映画自体は「マトリックス」同様、映像は素晴らしかったのですが、6つの時代を行ったり来たりするので、何が何だか(誰が誰だか)分からない面もあり、「転生」そのものに対する探求や洞察よりも、スピード感あふれる壮大なアクション映画として見るべきものだったのでしょう。もう一度観れば、受け取り方は変わると思いますが、ここがハリウッド(商業)映画の限界かもしれません。でも「転生」を描いたという面において、興味深い点もありました。
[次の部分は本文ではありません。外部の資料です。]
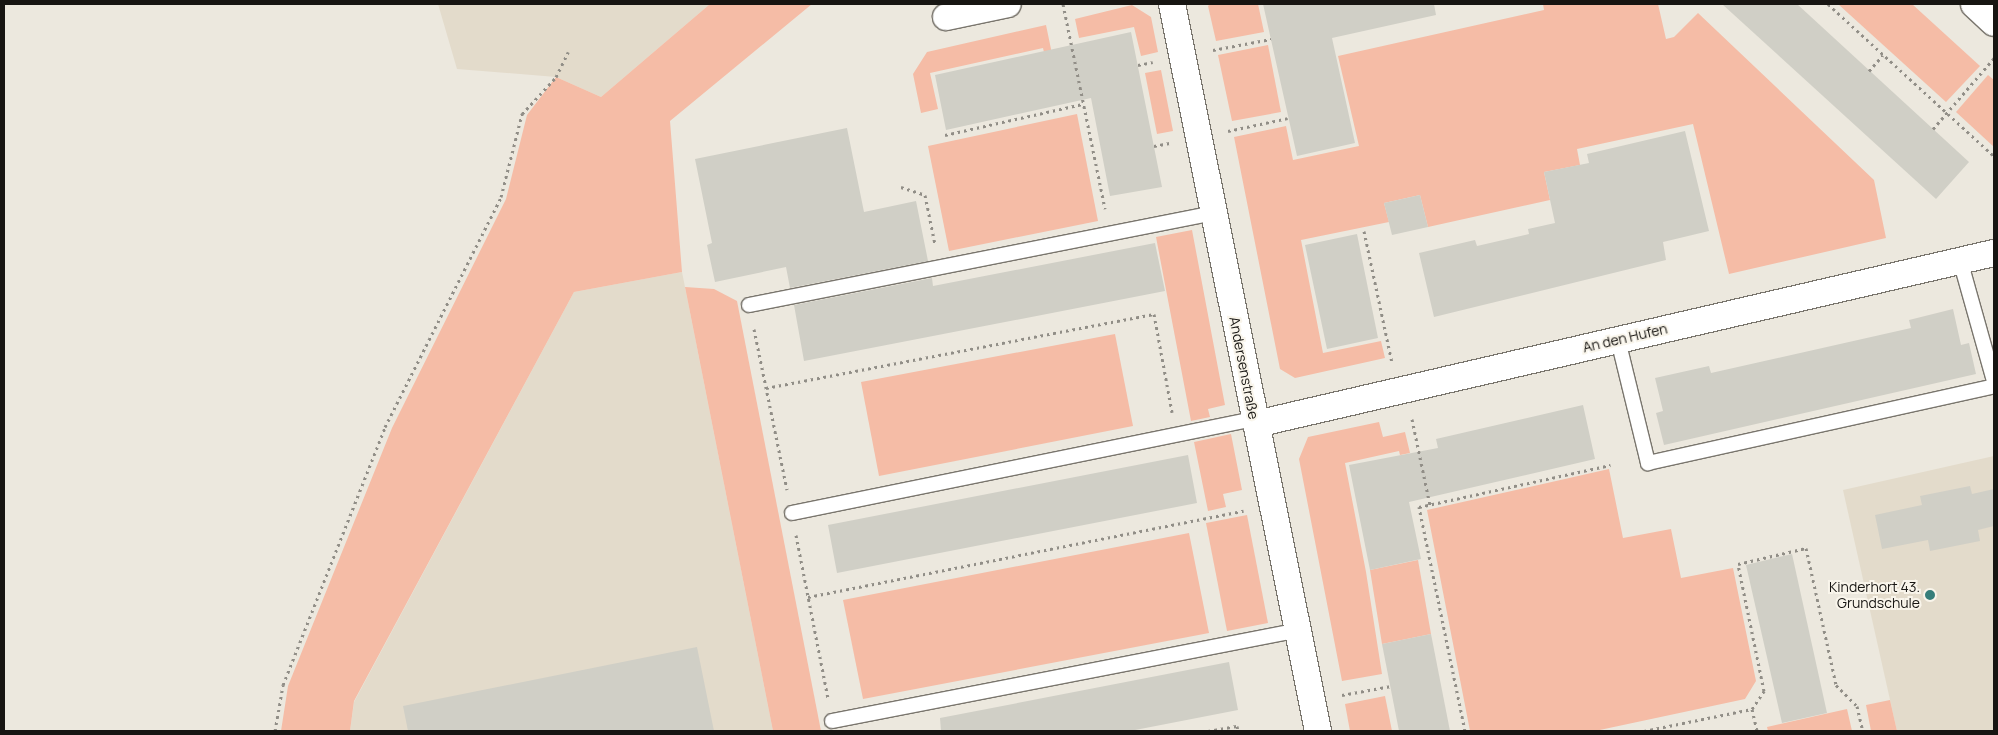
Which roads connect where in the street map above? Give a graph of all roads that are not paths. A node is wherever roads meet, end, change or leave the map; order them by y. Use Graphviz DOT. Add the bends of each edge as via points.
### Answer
graph roads {
  1 [pos="1008,4"];
  2 [pos="1172,4"];
  3 [pos="1975,4"];
  4 [pos="946,17"];
  5 [pos="1994,22"];
  6 [pos="1214,213"];
  7 [pos="1994,253"];
  8 [pos="1960,260"];
  9 [pos="749,305"];
  10 [pos="1618,340"];
  11 [pos="1994,381"];
  12 [pos="1994,386"];
  13 [pos="1255,421"];
  14 [pos="792,513"];
  15 [pos="1297,632"];
  16 [pos="832,721"];
  17 [pos="1318,731"];
  1 -- 4 [label="street"];
  2 -- 6 [label="street, Andersenstraße"];
  3 -- 5 [label="street"];
  6 -- 9 [label="lane"];
  6 -- 13 [label="street, Andersenstraße"];
  7 -- 8 [label="street, An den Hufen"];
  8 -- 10 [label="street, An den Hufen"];
  8 -- 11 [label="lane"];
  10 -- 12 [label="lane" via="1648,464"];
  10 -- 13 [label="street, An den Hufen"];
  13 -- 14 [label="lane"];
  13 -- 15 [label="street, Andersenstraße"];
  15 -- 16 [label="lane"];
  15 -- 17 [label="street, Andersenstraße"];
}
それは、「悪人は6つの時代とも悪人として生きている」という点です。例えば、普段はロマンティック・コメディの主演が多いヒュー・グラントなどは、最後は人食い族にまで成ってしまい、これはこれでとても面白かったです。6つの時代を経て、一人の人間がどのような運命を辿ったかという視点は薄いので、あとは観た側で考えるしかないのですが、(あくまで転生がある前提ですが・・・)確かにそのような人生を繰り返し、その負のループ(堂々巡り)から抜け出せないことも現実的にあるような気がします。
一方で、トム・ハンクスにも悪人的な人生もあったのですが、6つの時代を経て少しずつ変化が生じ、6つ目の人生では大きな悲劇に遭いながらも、心穏やかな晩年を迎えています。そのようなマクロな視点で自らの人生を俯瞰した時、今の人生の「今」にはとても大きな意味があるように感じます。「今」をどう生きるかによって、今回の人生のみならず、その次以降の人生にも大きな影響が在る。陥りやすい(繰り返しの)負のループからどのようにして抜け出すか・・・。結局、主人公たちは(同じ時代を)同時に生きてはいますが、それぞれの人生のステージは少しずつ変化して行くのです。
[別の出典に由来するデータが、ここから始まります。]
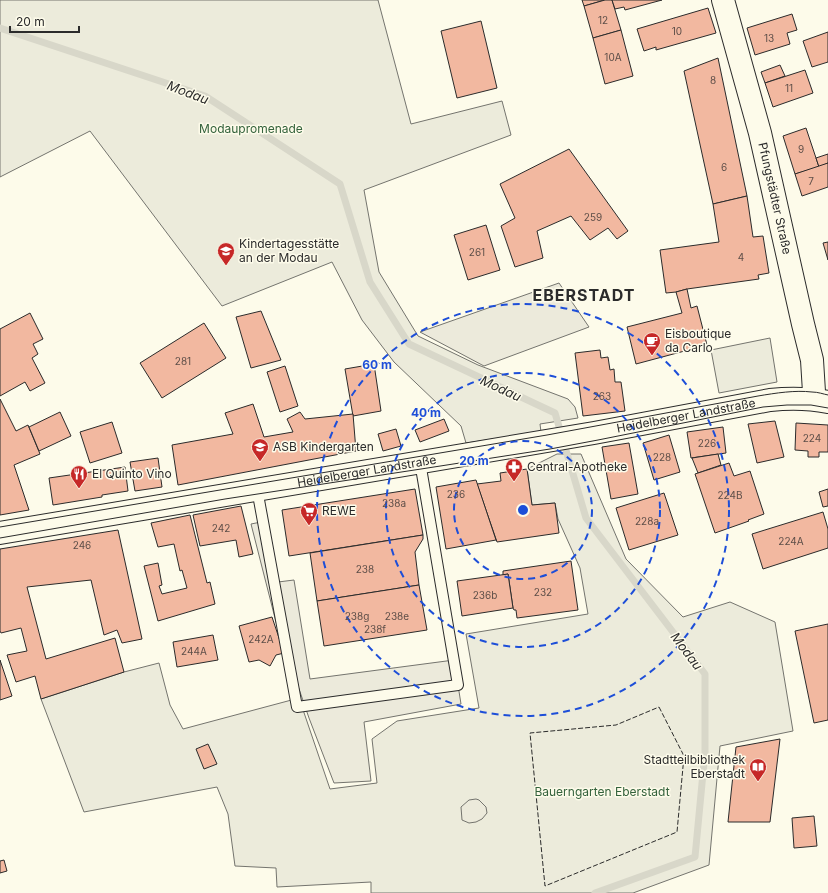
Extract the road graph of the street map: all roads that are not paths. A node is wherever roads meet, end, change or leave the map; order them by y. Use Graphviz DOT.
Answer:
graph roads {
  1 [pos="723,0"];
  2 [pos="820,401"];
  3 [pos="420,462"];
  4 [pos="257,489"];
  5 [pos="0,533"];
  1 -- 2 [label="street, Pfungstädter Straße"];
  2 -- 3 [label="street, Heidelberger Landstraße"];
  3 -- 4 [label="street, Heidelberger Landstraße"];
  3 -- 4 [label="lane"];
  4 -- 5 [label="street, Heidelberger Landstraße"];
}
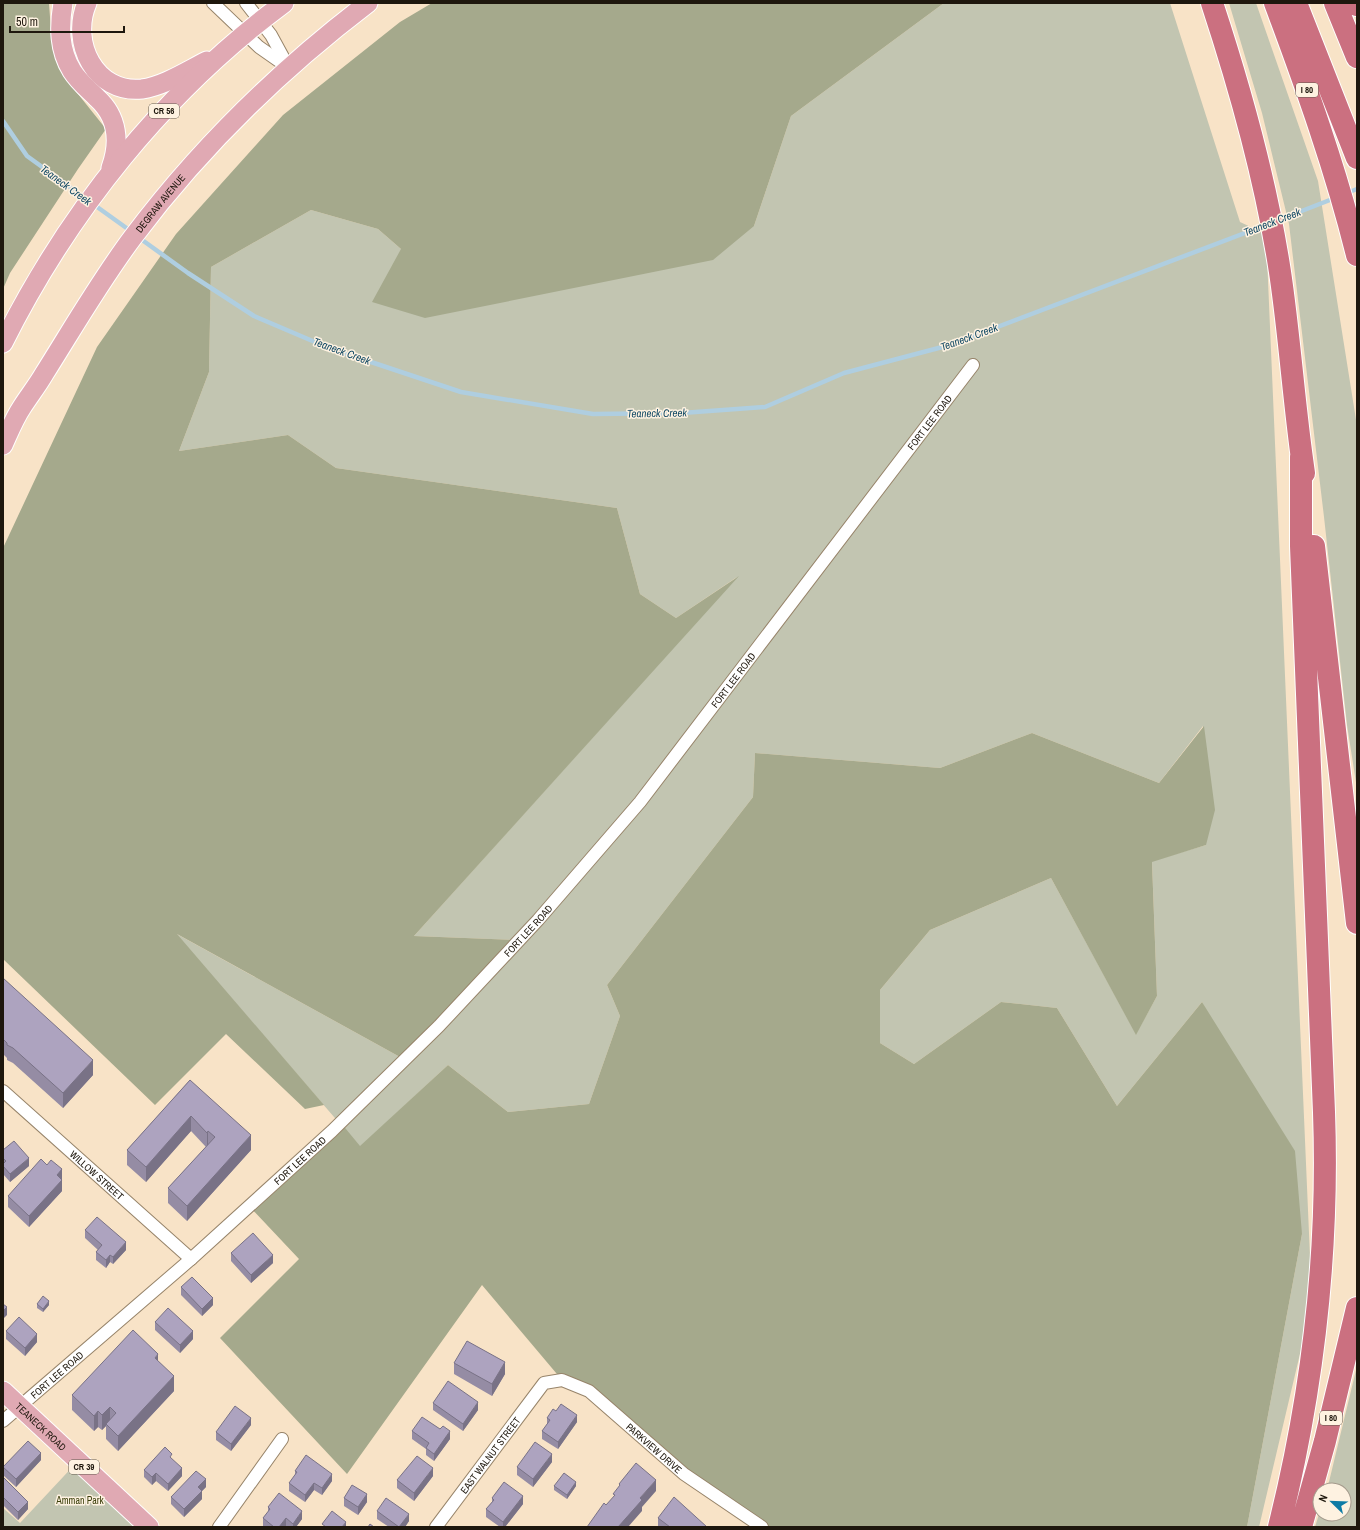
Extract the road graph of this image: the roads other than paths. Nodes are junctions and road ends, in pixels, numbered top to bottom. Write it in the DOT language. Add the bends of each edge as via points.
graph roads {
  1 [pos="63,3"];
  2 [pos="87,3"];
  3 [pos="213,3"];
  4 [pos="246,3"];
  5 [pos="284,3"];
  6 [pos="368,3"];
  7 [pos="1212,3"];
  8 [pos="1276,3"];
  9 [pos="1296,3"];
  10 [pos="1335,3"];
  11 [pos="260,21"];
  12 [pos="244,34"];
  13 [pos="222,54"];
  14 [pos="1357,57"];
  15 [pos="289,68"];
  16 [pos="1357,158"];
  17 [pos="104,180"];
  18 [pos="1357,255"];
  19 [pos="3,344"];
  20 [pos="973,365"];
  21 [pos="3,445"];
  22 [pos="1301,458"];
  23 [pos="1357,923"];
  24 [pos="3,1091"];
  25 [pos="191,1259"];
  26 [pos="1357,1308"];
  27 [pos="544,1383"];
  28 [pos="3,1391"];
  29 [pos="19,1406"];
  30 [pos="3,1422"];
  31 [pos="282,1439"];
  32 [pos="149,1527"];
  33 [pos="218,1527"];
  34 [pos="436,1527"];
  35 [pos="762,1527"];
  36 [pos="1279,1527"];
  37 [pos="1301,1527"];
  1 -- 17 [label="main road" via="60,35 67,63 77,79 108,110 115,124 116,148"];
  2 -- 13 [label="main road" via="80,24 84,52 97,71 118,85 135,89 150,87"];
  3 -- 12 [label="street"];
  4 -- 11 [label="street"];
  5 -- 11 [label="main road, CR 56"];
  6 -- 15 [label="main road, DEGRAW AVENUE"];
  7 -- 22 [label="highway" via="1247,119 1275,242 1288,331"];
  8 -- 18 [label="highway, I 80" via="1299,67"];
  9 -- 16 [label="highway"];
  10 -- 14 [label="highway"];
  11 -- 12 [label="main road, CR 56"];
  11 -- 15 [label="street"];
  12 -- 13 [label="main road, CR 56"];
  12 -- 15 [label="street"];
  13 -- 17 [label="main road, CR 56" via="164,110"];
  15 -- 21 [label="main road, DEGRAW AVENUE" via="220,135 145,221 86,304 45,374 22,407"];
  17 -- 19 [label="main road, CR 56" via="40,275"];
  20 -- 25 [label="street, FORT LEE ROAD" via="620,827 439,1026 332,1131"];
  22 -- 23 [label="highway" via="1317,570"];
  22 -- 36 [label="highway" via="1301,546 1325,1186 1312,1360 1299,1437"];
  24 -- 25 [label="street, WILLOW STREET"];
  25 -- 29 [label="street, FORT LEE ROAD"];
  26 -- 37 [label="highway, I 80" via="1327,1434"];
  27 -- 34 [label="street, EAST WALNUT STREET"];
  27 -- 35 [label="street, PARKVIEW DRIVE" via="562,1380 589,1391 684,1474"];
  28 -- 29 [label="main road, TEANECK ROAD / CR 39"];
  29 -- 30 [label="street, FORT LEE ROAD"];
  29 -- 32 [label="main road, TEANECK ROAD / CR 39"];
  31 -- 33 [label="street"];
}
そう考えると、仮に今が苦しくても(次の人生以降まで含めた)未来を良くすることは充分可能ではないかと考えます。その為には、今の環境の中で懸命に最善を尽くすことしかありません。その繰り返しによって、だんだんと負のループから脱することは出来るのではないか。それは多分、自分が思い描く理想像とは随分遠く離れているかもしれません。けれども、6つ先の人生まで含めたとしたら、先はまだまだ相当長いのです。今すぐは無理でも、時間を掛ければ必ず近づく。やはり毎日1mmの前進ですね。そう思って動き出せば、(案外)突然夢が叶ったりするかもしれません。逆に今すぐ良く成りたいと欲を出すと、なかなか負のループから抜け出せない。「人生、遠回り」と知ることで、むしろ不安は無くなり、必ず良きサイクルの中に移動できると思います。
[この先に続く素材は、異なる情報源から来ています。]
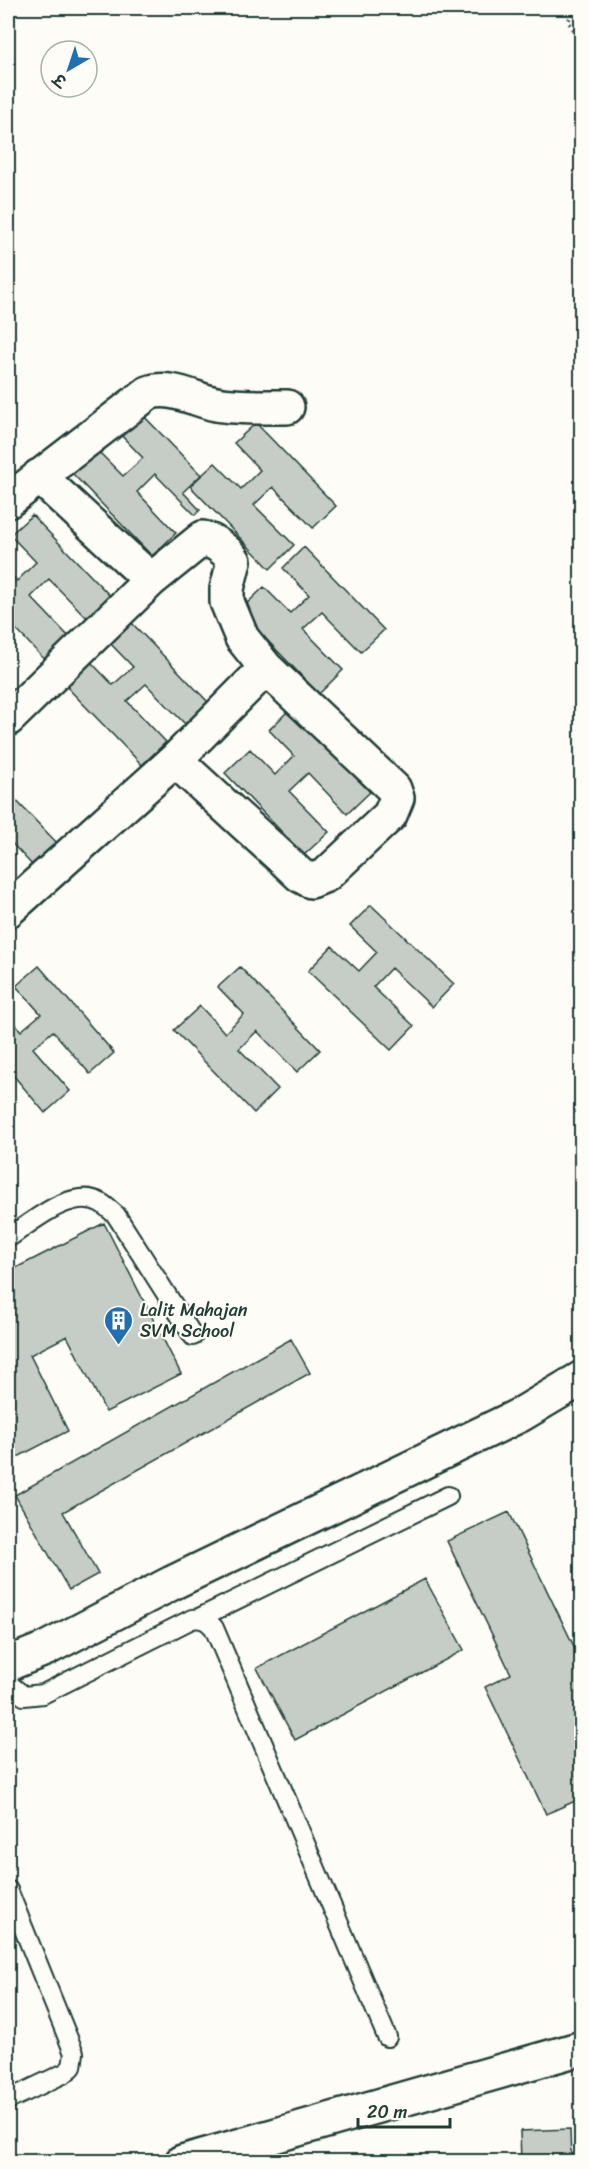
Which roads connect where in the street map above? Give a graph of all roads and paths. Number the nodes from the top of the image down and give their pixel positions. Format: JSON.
{"nodes":[{"id":1,"x":576,"y":8,"type":"edge"},
{"id":2,"x":582,"y":42,"type":"edge"},
{"id":3,"x":287,"y":407,"type":"dead end"},
{"id":4,"x":39,"y":476,"type":"junction"},
{"id":5,"x":8,"y":501,"type":"edge"},
{"id":6,"x":151,"y":580,"type":"junction"},
{"id":7,"x":266,"y":668,"type":"junction"},
{"id":8,"x":8,"y":719,"type":"edge"},
{"id":9,"x":175,"y":760,"type":"junction"},
{"id":10,"x":8,"y":910,"type":"edge"},
{"id":11,"x":8,"y":1239,"type":"edge"},
{"id":12,"x":193,"y":1336,"type":"dead end"},
{"id":13,"x":582,"y":1378,"type":"edge"},
{"id":14,"x":448,"y":1496,"type":"dead end"},
{"id":15,"x":198,"y":1618,"type":"junction"},
{"id":16,"x":8,"y":1664,"type":"edge"},
{"id":17,"x":8,"y":1680,"type":"edge"},
{"id":18,"x":8,"y":1890,"type":"edge"},
{"id":19,"x":387,"y":2037,"type":"dead end"},
{"id":20,"x":582,"y":2048,"type":"edge"},
{"id":21,"x":8,"y":2100,"type":"edge"},
{"id":22,"x":182,"y":2162,"type":"edge"}],
"edges":[{"from":1,"to":2,"type":"path"},
{"from":3,"to":4,"type":"street"},
{"from":4,"to":5,"type":"street"},
{"from":4,"to":6,"type":"street"},
{"from":6,"to":7,"type":"street"},
{"from":6,"to":8,"type":"street"},
{"from":7,"to":9,"type":"street"},
{"from":7,"to":9,"type":"street"},
{"from":9,"to":10,"type":"street"},
{"from":11,"to":12,"type":"lane"},
{"from":13,"to":16,"type":"street"},
{"from":14,"to":15,"type":"lane"},
{"from":15,"to":17,"type":"lane"},
{"from":15,"to":19,"type":"lane"},
{"from":18,"to":21,"type":"lane"},
{"from":20,"to":22,"type":"street"}]}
最近、地元の大好きな本屋さん(ブックス・ルーエ)で「想定外」という本を見つけ、何となく読んでみました。この本で述べられていたのはただ1つ、「成功者は回り道をしていた」ということです。物事はすぐに(直線的に)叶うことは無く、必ず回り道や反対方向へ向かった時に、(思わぬ形で)成就している。ほとんどの人(会社)は、すぐに結果を出そうとしますが、それで成功した人(会社)はほとんど無い。苦労の中で、夢とはほど遠い内容を懸命に続けた(回り道の)結果、思わぬ形で夢が実現した。目先の欲を直接的に追いかけた人は、結果的には目的地からどんどん離れて行った。逆に(仕方無く)目的地とは違う方向へ向かったり、遠回りや回り道をした人の方が、不思議と目的地に着いている。
「カーネル・サンダースの教え」という本を読みました。有名なケンタッキー・フライドチキンのカーネルおじさんの物語です。カーネル・サンダース氏は、65歳で全財産を失ってから、「ケンタッキー・フライドチキン」のビジネスを始めました。それまでの人生は、解雇、失職、転職、裁判、逮捕、銃撃戦、大事故、火災、離婚、倒産、破産等の連続で、現在のお店の前にあるにこやかなカーネル人形のイメージとはほど遠いものでした。けれども、そこで経験した数々の偶然の中から、フライドチキンは生まれたのです。要は、「食う」ために懸命に(文字通り命懸けで)生きながら、壮大な回り道をして来た結果、思わぬ形で(全くの想定外で)成功を掴んだのです。何とも不思議な話です。結局、カーネル・サンダース氏の信条は「最善を尽くす」だったのですが、やはりこれに尽きるのでしょう。
最善を尽くしても、結果は良く成らないかもしれない・・・と人は不安に思います。確かにすぐに良くは成らないでしょう。けれども、それは必ず時間差で応援が来るはずです。一昨日、ついにイチローが日米通算4000本安打を達成しました。この偉業は本当に素晴らしいものだと思います。けれどもイチローが「4000本」という数字を、直接的に目指していたようには決して見えません。インタヴューでも話されていたように、むしろ数多い失敗に対して真摯に向き合って来た結果としての産物のように感じます。もし転生があるとしたら、イチローは過去の人生を含めて、壮大な時間を掛けて(=回り道をして)、「今」に辿り着いたのではないでしょうか。人からは「すぐ出来た」ように見えても、実際は悠久の時間軸を経ての業かもしれません。だとすれば、私たちは他者との(全く無意味な)比較を終わりにして、自身が歩んでいる「回り道」への価値を見出し、そのまま自分自身の道を(安心して)行くことだと思います。人間誰もが、回り道をしながらゴールに向かっている成功者であると信じて・・・。